No es covid-19, pero prende las alertas en el mundo por su rápida propagación. La influenza H3N2 es un subtipo del virus de la influenza A que circula desde hace décadas y forma parte de la gripe estacional que aparece cada año en distintos países del mundo.

No se trata de un virus nuevo ni desconocido, pero en los últimos meses ha llamado la atención por su rápida propagación y por el aumento de casos en varias regiones, especialmente en el hemisferio norte.

A nivel global, países de Europa, Asia y Norteamérica han reportado incrementos importantes de casos gripales, con picos tempranos en la temporada respiratoria y mayor presión sobre los servicios de salud. En algunos territorios europeos, las hospitalizaciones por influenza han crecido de forma marcada frente a años previos.

En América Latina, incluidos Colombia y otros países de la región, se han confirmado casos, aunque en cifras menores y bajo vigilancia epidemiológica permanente.
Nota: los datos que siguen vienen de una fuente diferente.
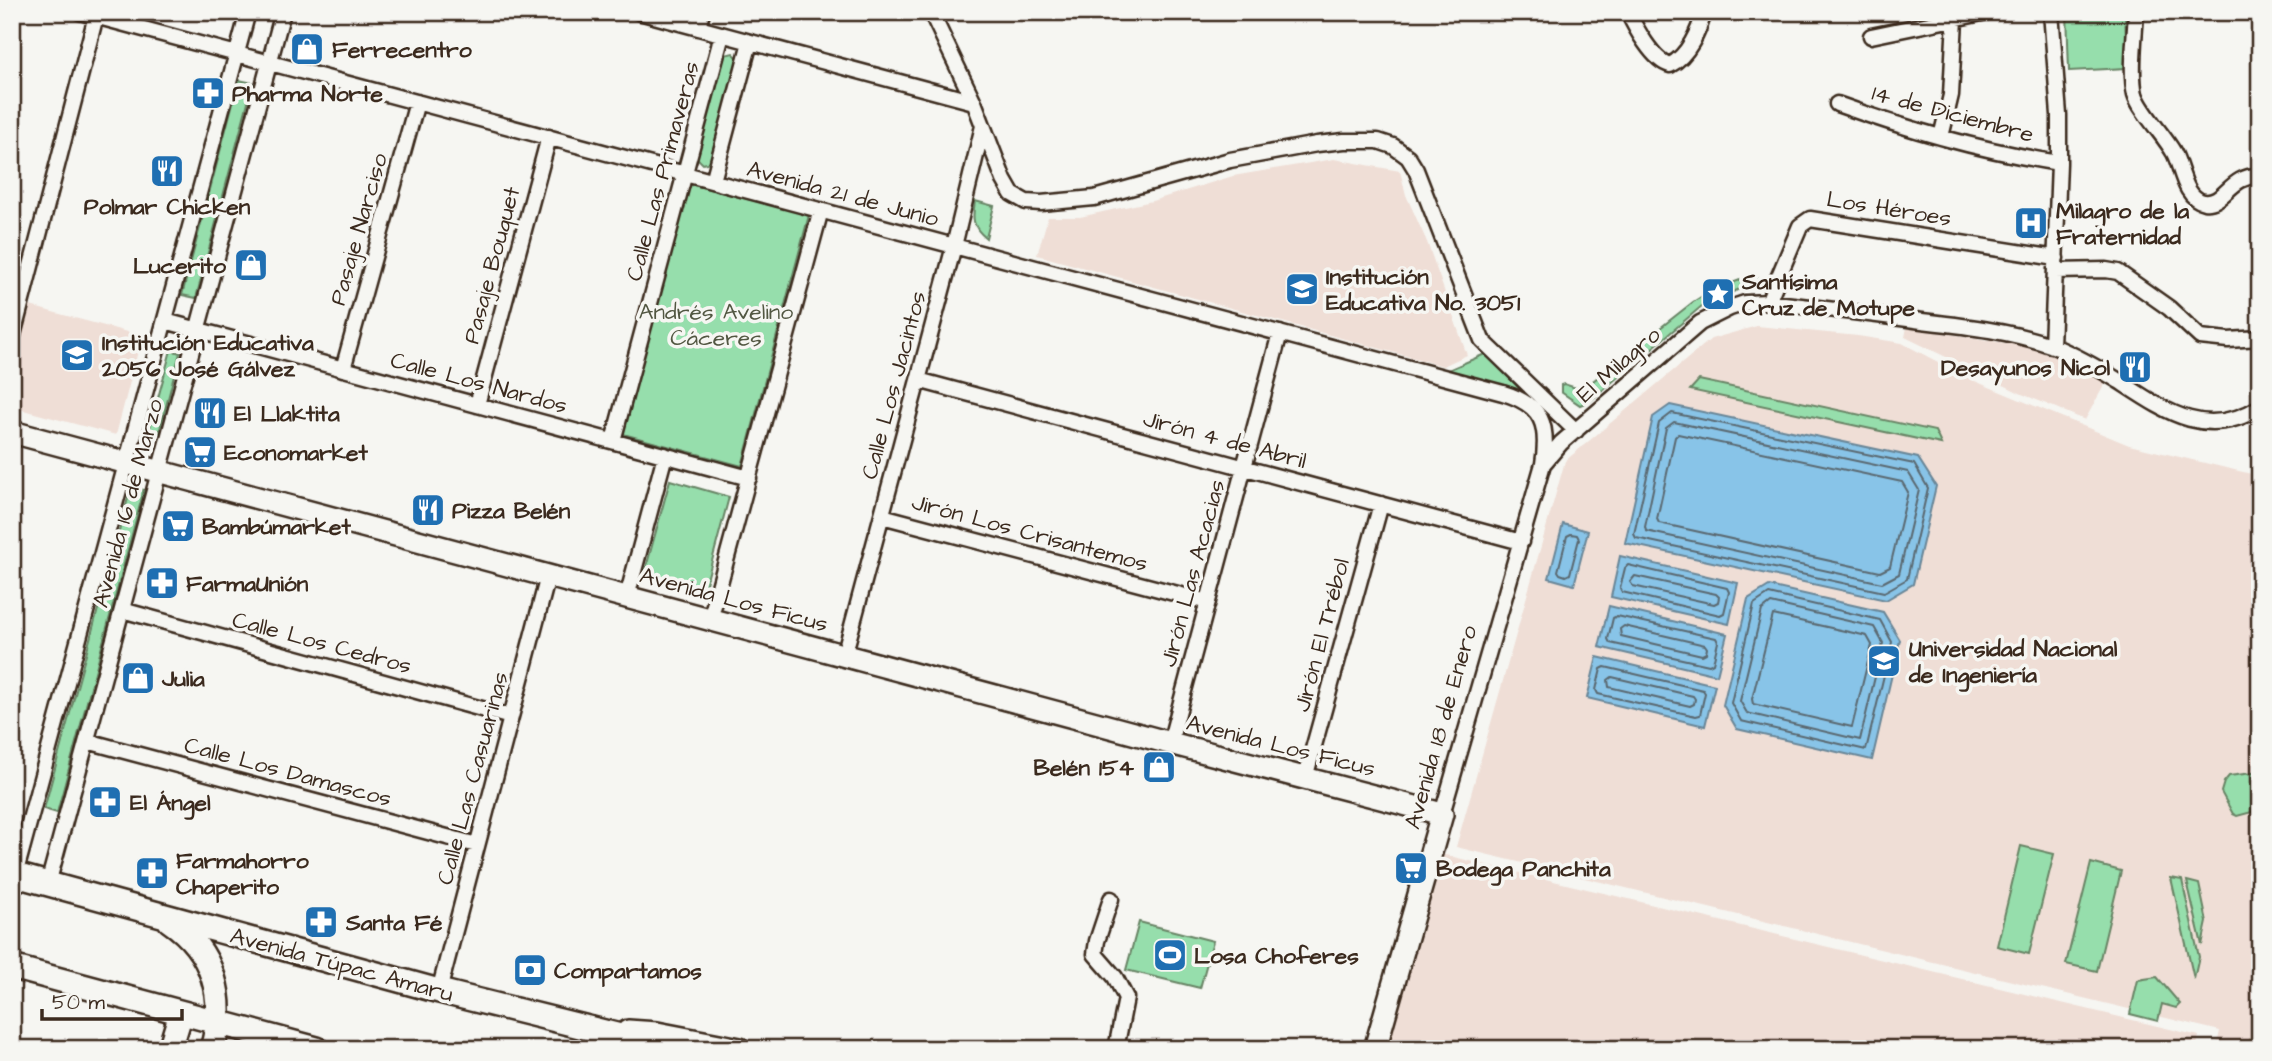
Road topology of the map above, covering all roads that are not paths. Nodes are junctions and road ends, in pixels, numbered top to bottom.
1 (80, 12) edge
2 (248, 12) edge
3 (283, 12) edge
4 (639, 12) edge
5 (702, 12) edge
6 (931, 12) edge
7 (1628, 12) edge
8 (1704, 12) edge
9 (1987, 12) edge
10 (2051, 12) edge
11 (2136, 12) edge
12 (96, 14) edge
13 (671, 16) edge
14 (1955, 19) junction
15 (698, 28) junction
16 (722, 35) junction
17 (1871, 36) dead end
18 (750, 42) junction
19 (237, 53) junction
20 (269, 62) junction
21 (417, 102) junction
22 (974, 102) junction
23 (1837, 104) dead end
24 (983, 125) junction
25 (549, 137) junction
26 (1941, 137) junction
27 (2059, 163) junction
28 (685, 174) junction
29 (2260, 176) edge
30 (713, 181) junction
31 (821, 210) junction
32 (954, 246) junction
33 (2055, 264) junction
34 (19, 283) edge
35 (1768, 302) junction
36 (164, 320) junction
37 (197, 330) junction
38 (1280, 333) junction
39 (2260, 338) edge
40 (12, 339) edge
41 (2053, 346) junction
42 (343, 369) junction
43 (918, 380) junction
44 (477, 405) junction
45 (2260, 407) edge
46 (1576, 431) junction
47 (12, 432) edge
48 (613, 441) junction
49 (665, 455) junction
50 (126, 463) junction
51 (1543, 464) junction
52 (1244, 468) junction
53 (159, 472) junction
54 (749, 478) junction
55 (1381, 504) junction
56 (882, 516) junction
57 (1521, 542) junction
58 (548, 576) junction
59 (627, 597) junction
60 (1208, 603) junction
61 (122, 610) junction
62 (710, 620) junction
63 (844, 656) junction
64 (511, 717) junction
65 (86, 741) junction
66 (1170, 743) junction
67 (1305, 778) junction
68 (1442, 814) junction
69 (477, 845) junction
70 (14, 874) edge
71 (48, 884) junction
72 (1111, 899) dead end
73 (164, 917) junction
74 (12, 967) edge
75 (439, 991) junction
76 (181, 1013) junction
77 (218, 1023) junction
78 (593, 1030) junction
79 (170, 1049) edge
80 (212, 1049) edge
81 (317, 1049) edge
82 (673, 1049) edge
83 (740, 1049) edge
84 (1116, 1049) edge
85 (1375, 1049) edge

1 - 12 street, Avenida 21 de Junio
2 - 19 street, Avenida 16 de Marzo
3 - 20 street, Avenida 16 de Marzo
4 - 13 street
5 - 15 street
6 - 22 street, El Milagro
7 - 8 street
9 - 14 street
10 - 27 street
11 - 29 street
12 - 19 street, Avenida 21 de Junio
12 - 34 street
13 - 15 street
14 - 17 street
14 - 26 street
15 - 16 street
16 - 18 street
16 - 28 street, Calle Las Primaveras
18 - 22 street
18 - 30 street
19 - 20 street, Avenida 21 de Junio
19 - 36 street, Avenida 16 de Marzo
20 - 21 street, Avenida 21 de Junio
20 - 37 street, Avenida 16 de Marzo
21 - 25 street, Avenida 21 de Junio
21 - 42 street, Pasaje Narciso
22 - 24 street, El Milagro
23 - 26 street, 14 de Diciembre
24 - 32 street, Calle Los Jacintos
24 - 46 street, El Milagro
25 - 28 street, Avenida 21 de Junio
25 - 44 street, Pasaje Bouquet
26 - 27 street, 14 de Diciembre
27 - 33 street
28 - 30 street, Avenida 21 de Junio
28 - 48 street, Calle Las Primaveras
30 - 31 street, Avenida 21 de Junio
31 - 32 street, Avenida 21 de Junio
31 - 54 street
32 - 38 street, Avenida 21 de Junio
32 - 43 street, Calle Los Jacintos
33 - 35 street, Los Héroes
33 - 39 street, Los Héroes
33 - 41 street
34 - 40 street
35 - 41 street, El Milagro
35 - 46 street, El Milagro
36 - 37 street, Calle Los Nardos
36 - 50 street, Avenida 16 de Marzo
37 - 42 street, Calle Los Nardos
37 - 53 street, Avenida 16 de Marzo
38 - 51 street, Avenida 21 de Junio
38 - 52 street, Jirón Las Acacias
41 - 45 street, El Milagro
42 - 44 street, Calle Los Nardos
43 - 52 street, Jirón 4 de Abril
43 - 56 street, Calle Los Jacintos
44 - 48 street, Calle Los Nardos
46 - 51 street, Avenida 18 de Enero
47 - 50 street, Avenida Los Ficus
48 - 49 street, Calle Los Nardos
49 - 54 street, Calle Los Nardos
49 - 59 street
50 - 53 street, Avenida Los Ficus
50 - 70 street, Avenida 16 de Marzo
51 - 57 street, Avenida 18 de Enero
52 - 55 street, Jirón 4 de Abril
52 - 60 street, Jirón Las Acacias
53 - 58 street, Avenida Los Ficus
53 - 61 street, Avenida 16 de Marzo
54 - 62 street
55 - 57 street, Jirón 4 de Abril
55 - 67 street, Jirón El Trébol
56 - 60 street, Jirón Los Crisantemos
56 - 63 street, Calle Los Jacintos
57 - 68 street, Avenida 18 de Enero
58 - 59 street, Avenida Los Ficus
58 - 64 street, Calle Las Casuarinas
59 - 62 street, Avenida Los Ficus
60 - 66 street, Jirón Las Acacias
61 - 64 street, Calle Los Cedros
61 - 65 street, Avenida 16 de Marzo
62 - 63 street, Avenida Los Ficus
63 - 66 street, Avenida Los Ficus
64 - 69 street, Calle Las Casuarinas
65 - 69 street, Calle Los Damascos
65 - 71 street, Avenida 16 de Marzo
66 - 67 street, Avenida Los Ficus
67 - 68 street, Avenida Los Ficus
68 - 85 street, Avenida 18 de Enero
69 - 75 street, Calle Las Casuarinas
70 - 71 main road, Avenida Túpac Amaru
71 - 73 main road, Avenida Túpac Amaru
72 - 84 street
73 - 75 main road, Avenida Túpac Amaru
73 - 77 main road
74 - 76 main road
75 - 78 main road, Avenida Túpac Amaru
76 - 77 main road
76 - 79 main road
77 - 80 main road
77 - 81 main road
78 - 82 main road, Avenida Túpac Amaru
78 - 83 street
Los expertos coinciden en que el principal factor de alerta no es una mayor letalidad del virus, sino el volumen de contagios en corto tiempo y el colapso de los sistemas de salud.

Los síntomas de la influenza H3N2 son similares a los de la gripe común: fiebre alta, tos persistente, dolor de garganta, congestión o secreción nasal, dolor muscular y corporal, dolor de cabeza, escalofríos y una fatiga intensa que puede durar varios días. En menores de cinco años y en algunos adultos mayores de 65 también pueden presentarse náuseas, vómito o diarrea.

En la mayoría de los casos, los síntomas se resuelven entre siete y diez días, pero en personas vulnerables pueden aparecer complicaciones, como bronquitis o neumonía.
Es esencial consultar un servicio médico si hay signos de alarma, como dificultad para respirar, dolor persistente en el pecho, confusión, somnolencia extrema, empeoramiento rápido del estado general o tos con sangre. Estos síntomas pueden indicar una complicación grave que requiere atención urgente.